ASANTE  (ASHANTI) ASIPIM  CHAIR 2, Ghana



 
Photographs © Tim Hamill

ASANTE
ASIPIM CHAIR 2
28 " high x 17" wide x 20.5" deep
$1500 

This chair has been vetted as authentic, dating from the 19th or early 20th Century.

This example is in good condition, but many of the upolstery tacks on the front and left side of the seat are lost and, although stable, there is a tear in the leather back.

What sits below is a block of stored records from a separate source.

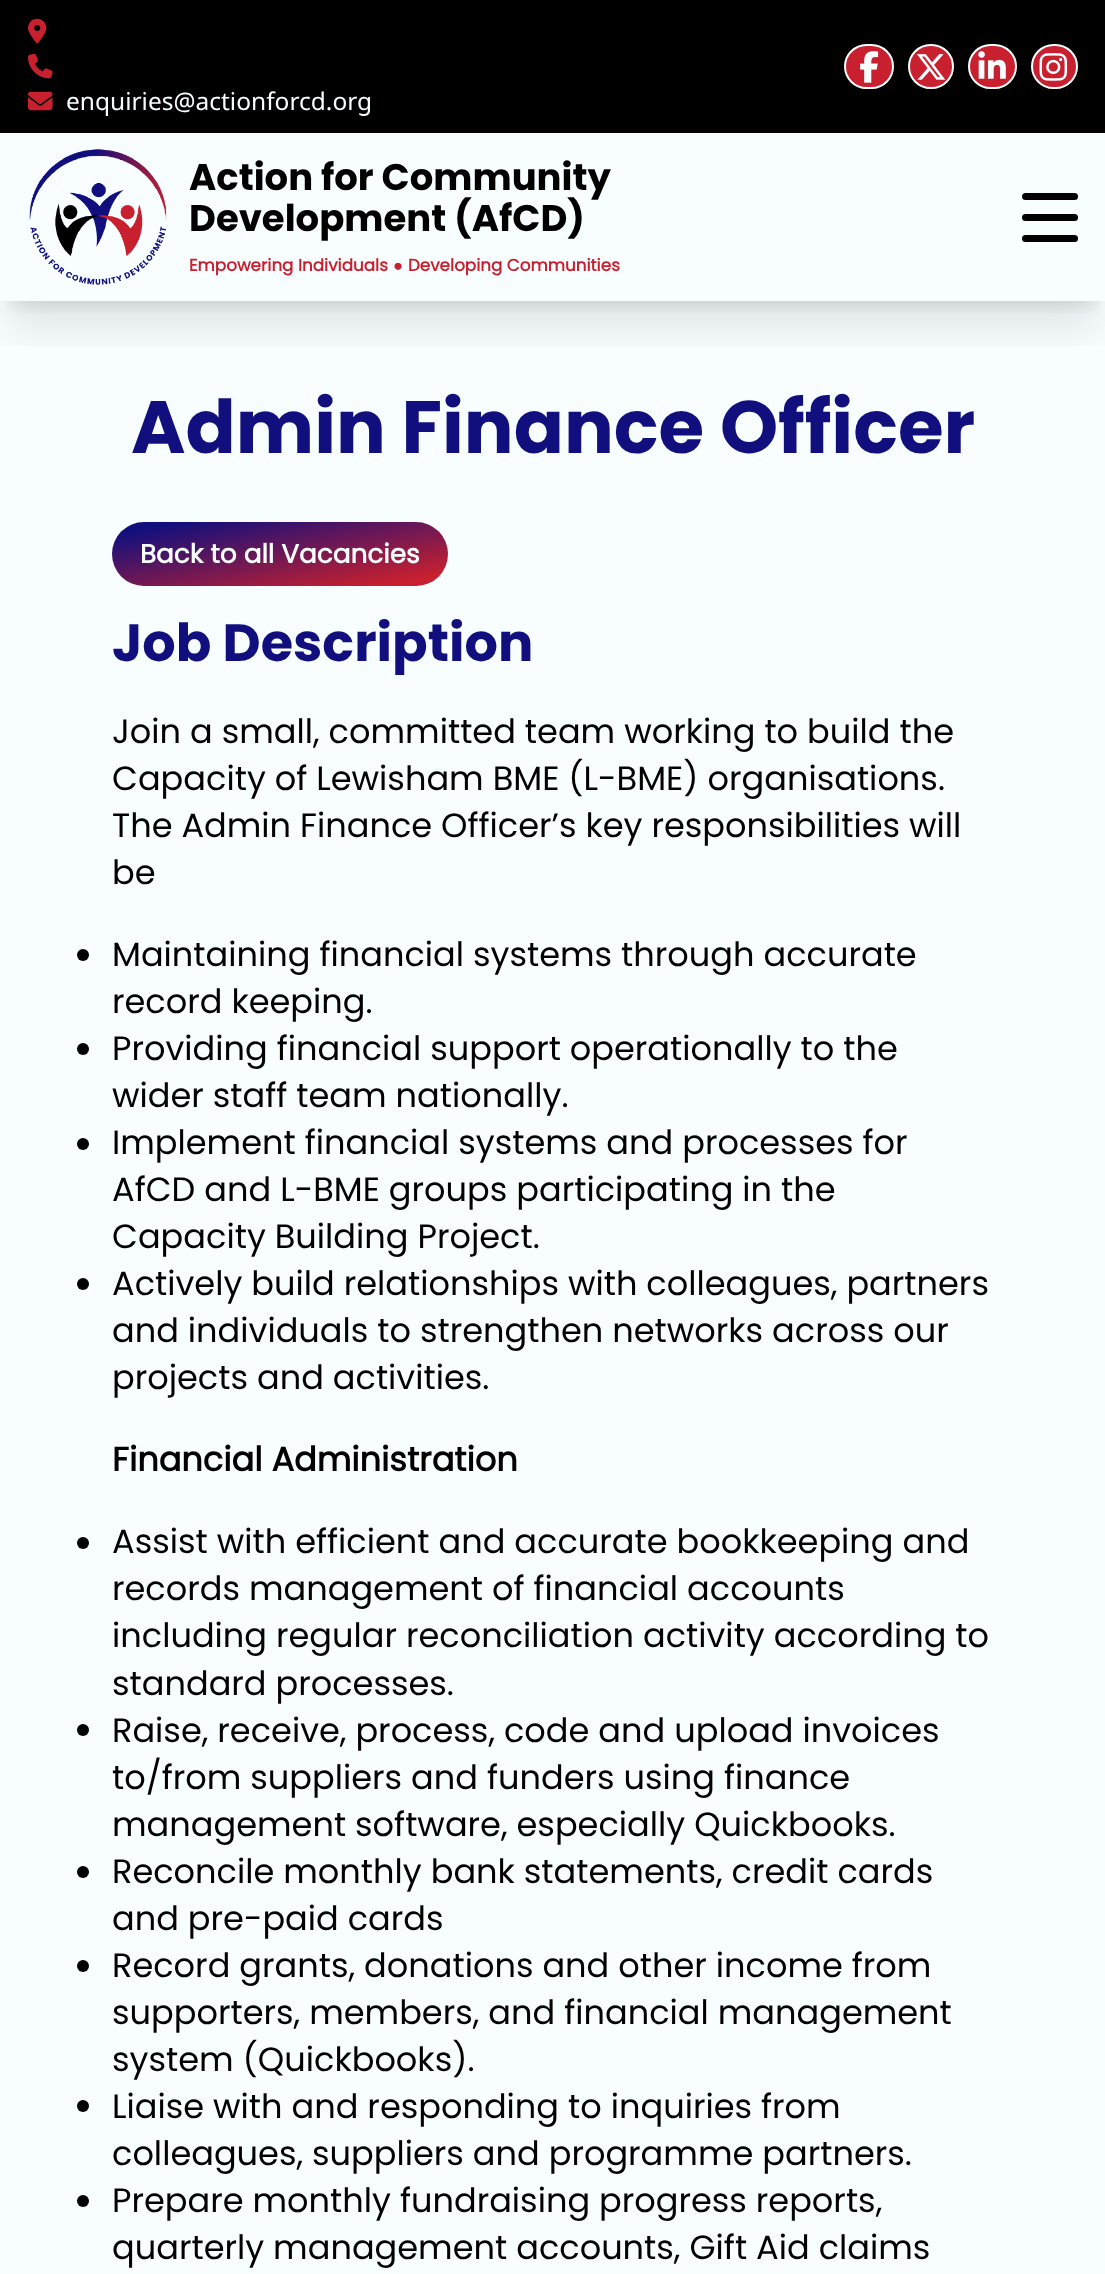 <!DOCTYPE html>
<meta charset="utf-8">
<style>body { margin: 0 } canvas { display: block }</style>
<canvas id="canvas" width="1105" height="2274"></canvas>
<script type="module">
  const canvas = document.getElementById("canvas");
  const g = canvas.getContext("2d");
  g.miterLimit = 4;
  g.fontKerning = "normal";
  function drawText(s, x, y, [font, color]) {
    g.font = font;
    g.fillStyle = color;
    g.fillText(s, x, y);
  }
  function fillBox(x, y, w, h, color) {
    g.fillStyle = color;
    g.fillRect(x, y, w, h);
  }
  function fillRounded(x, y, w, h, r, color) {
    g.fillStyle = color;
    g.beginPath();
    g.roundRect(x, y, w, h, r);
    g.fill();
  }
  async function drawPicture(src, x, y, w, h) {
    const img = new Image();
    img.src = src;
    await img.decode();
    g.drawImage(img, x, y, w, h);
  }
  let gradient;

  const s1 = ["24.5px Noto Sans", "#F8FEFF"];
  const s2 = ["bold 37px Poppins", "#000000"];
  const s3 = ["bold 16.75px 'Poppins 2'", "#C8202E"];
  const s4 = ["bold 16.75px Liberation Serif", "#C8202E"];
  const s5 = ["bold 74px Poppins", "#110F7D"];
  const s6 = ["bold 26.25px 'Poppins 2'", "#F8FEFF"];
  const s7 = ["bold 52.5px Poppins", "#110F7D"];
  const s8 = ["33.6px Poppins", "#000000"];
  const s9 = ["bold 33.6px 'Poppins 2'", "#000000"];

  fillBox(0, 0, 1105, 2274, "#F8FEFF");
  fillBox(0, 0, 1105, 133, "#000000");
  g.fillStyle = "#C8202E";
  g.beginPath();
  g.roundRect(845, 45, 48, 43, 21.5);
  g.fill();
  g.strokeStyle = "#F8FEFF";
  g.lineWidth = 2;
  g.stroke();
  await drawPicture("pic1.png", 860, 51, 19, 32);
  g.beginPath();
  g.roundRect(909, 45, 44, 43, 21.5);
  g.fill();
  g.stroke();
  await drawPicture("pic2.png", 917, 54, 29, 26);
  g.beginPath();
  g.roundRect(969, 45, 47, 43, 21.5);
  g.fill();
  g.stroke();
  await drawPicture("pic3.png", 978, 51, 28, 28);
  g.beginPath();
  g.roundRect(1032, 45, 45, 43, 21.5);
  g.fill();
  g.stroke();
  await drawPicture("pic4.png", 1039, 53, 29, 28);
  await drawPicture("pic5.png", 28, 18, 19, 26);
  await drawPicture("pic6.png", 28, 53, 25, 26);
  await drawPicture("pic7.png", 28, 91, 25, 20);
  drawText("enquiries@actionforcd.org", 66, 110, s1);
  g.save();
  g.beginPath();
  g.rect(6, 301, 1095, 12);
  g.clip();
  g.fillStyle = "rgba(0, 0, 0, 0.1)";
  g.filter = "blur(9px)";
  g.beginPath();
  g.rect(11, 158, 1085, 147);
  g.fill();
  g.filter = "none";
  g.restore();
  g.save();
  g.beginPath();
  g.rect(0, 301, 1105, 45);
  g.clip();
  g.fillStyle = "rgba(0, 0, 0, 0.1)";
  g.filter = "blur(22px)";
  g.beginPath();
  g.rect(9, 177, 1088, 150);
  g.fill();
  g.filter = "none";
  g.restore();
  await drawPicture("pic8.png", 29, 149, 138, 136);
  drawText("Action for Community", 189, 190, s2);
  drawText("Development (AfCD)", 189, 231, s2);
  drawText("Empowering Individuals", 189, 271, s3);
  drawText("●", 393, 271, s4);
  drawText("Developing Communities", 408, 271, s3);
  fillRounded(1022, 214, 56, 7, 3.5, "#000000");
  fillRounded(1022, 193, 56, 7, 3.5, "#000000");
  fillRounded(1022, 235, 56, 7, 3.5, "#000000");
  drawText("Admin Finance Officer", 131, 453, s5);
  gradient = g.createLinearGradient(268, 491, 292, 616);
  gradient.addColorStop(0.1, "#110F7D");
  gradient.addColorStop(0.9, "#C8202E");
  g.fillStyle = gradient;
  g.beginPath();
  g.roundRect(112, 522, 336, 64, 32);
  g.fill();
  drawText("Back to all Vacancies", 140, 563, s6);
  drawText("Job Description", 112, 661, s7);
  drawText("Join a small, committed team working to build the", 112, 743, s8);
  drawText("Capacity of Lewisham BME (L-BME) organisations.", 112, 790, s8);
  drawText("The Admin Finance Officer’s key responsibilities will", 112, 837, s8);
  drawText("be", 112, 884, s8);
  g.beginPath();
  g.arc(83, 955, 6, 0, Math.PI * 2);
  g.fill();
  drawText("Maintaining financial systems through accurate", 112, 966, s8);
  drawText("record keeping.", 112, 1013, s8);
  g.beginPath();
  g.arc(83, 1049, 6, 0, Math.PI * 2);
  g.fill();
  drawText("Providing financial support operationally to the", 112, 1060, s8);
  drawText("wider staff team nationally.", 112, 1107, s8);
  g.beginPath();
  g.arc(83, 1144, 6, 0, Math.PI * 2);
  g.fill();
  drawText("Implement financial systems and processes for", 112, 1154, s8);
  drawText("AfCD and L-BME groups participating in the", 112, 1201, s8);
  drawText("Capacity Building Project.", 112, 1248, s8);
  g.beginPath();
  g.arc(83, 1284, 6, 0, Math.PI * 2);
  g.fill();
  drawText("Actively build relationships with colleagues, partners", 112, 1295, s8);
  drawText("and individuals to strengthen networks across our", 112, 1342, s8);
  drawText("projects and activities.", 112, 1389, s8);
  drawText("Financial Administration", 112, 1471, s9);
  g.beginPath();
  g.arc(83, 1543, 6, 0, Math.PI * 2);
  g.fill();
  drawText("Assist with efficient and accurate bookkeeping and", 112, 1553, s8);
  drawText("records management of financial accounts", 112, 1600, s8);
  drawText("including regular reconciliation activity according to", 112, 1647, s8);
  drawText("standard processes.", 112, 1695, s8);
  g.beginPath();
  g.arc(83, 1730, 6, 0, Math.PI * 2);
  g.fill();
  drawText("Raise, receive, process, code and upload invoices", 112, 1742, s8);
  drawText("to/from suppliers and funders using finance", 112, 1789, s8);
  drawText("management software, especially Quickbooks.", 112, 1836, s8);
  g.beginPath();
  g.arc(83, 1872, 6, 0, Math.PI * 2);
  g.fill();
  drawText("Reconcile monthly bank statements, credit cards", 112, 1883, s8);
  drawText("and pre-paid cards", 112, 1930, s8);
  g.beginPath();
  g.arc(83, 1966, 6, 0, Math.PI * 2);
  g.fill();
  drawText("Record grants, donations and other income from", 112, 1977, s8);
  drawText("supporters, members, and financial management", 112, 2024, s8);
  drawText("system (Quickbooks).", 112, 2071, s8);
  g.beginPath();
  g.arc(83, 2106, 6, 0, Math.PI * 2);
  g.fill();
  drawText("Liaise with and responding to inquiries from", 112, 2118, s8);
  drawText("colleagues, suppliers and programme partners.", 112, 2165, s8);
  g.beginPath();
  g.arc(83, 2201, 6, 0, Math.PI * 2);
  g.fill();
  drawText("Prepare monthly fundraising progress reports,", 112, 2212, s8);
  drawText("quarterly management accounts, Gift Aid claims", 112, 2259, s8);
</script>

Asipim chairs are often seen in Asante royal courts leaning against walls when not in use. Constructed simply out of wood with a hide seat they are patterned after 17th or 18th century English chairs known as "farthingale", "upholsterer's chair", or "embroiderers' chair". Through time they have become identified with Asante chieftaincy becoming symbols of social status and rank in which even minor chiefs will have a number of asipim chairs and more prominent chiefs will have many more. Reflecting Asante expectations of their rulers to be firm and authoritative, the chair takes its name, asipim "I stand firm". Asipim chairs will be decorated with brass tacks and caps, turned finials, worked brass sheets which are incised, worked in repousse' or stamped. The turned brass finials called ntuatire attached to the tops of the chairs represent abstracted claws of an eagle. These finials were made in Europe and traded in the region.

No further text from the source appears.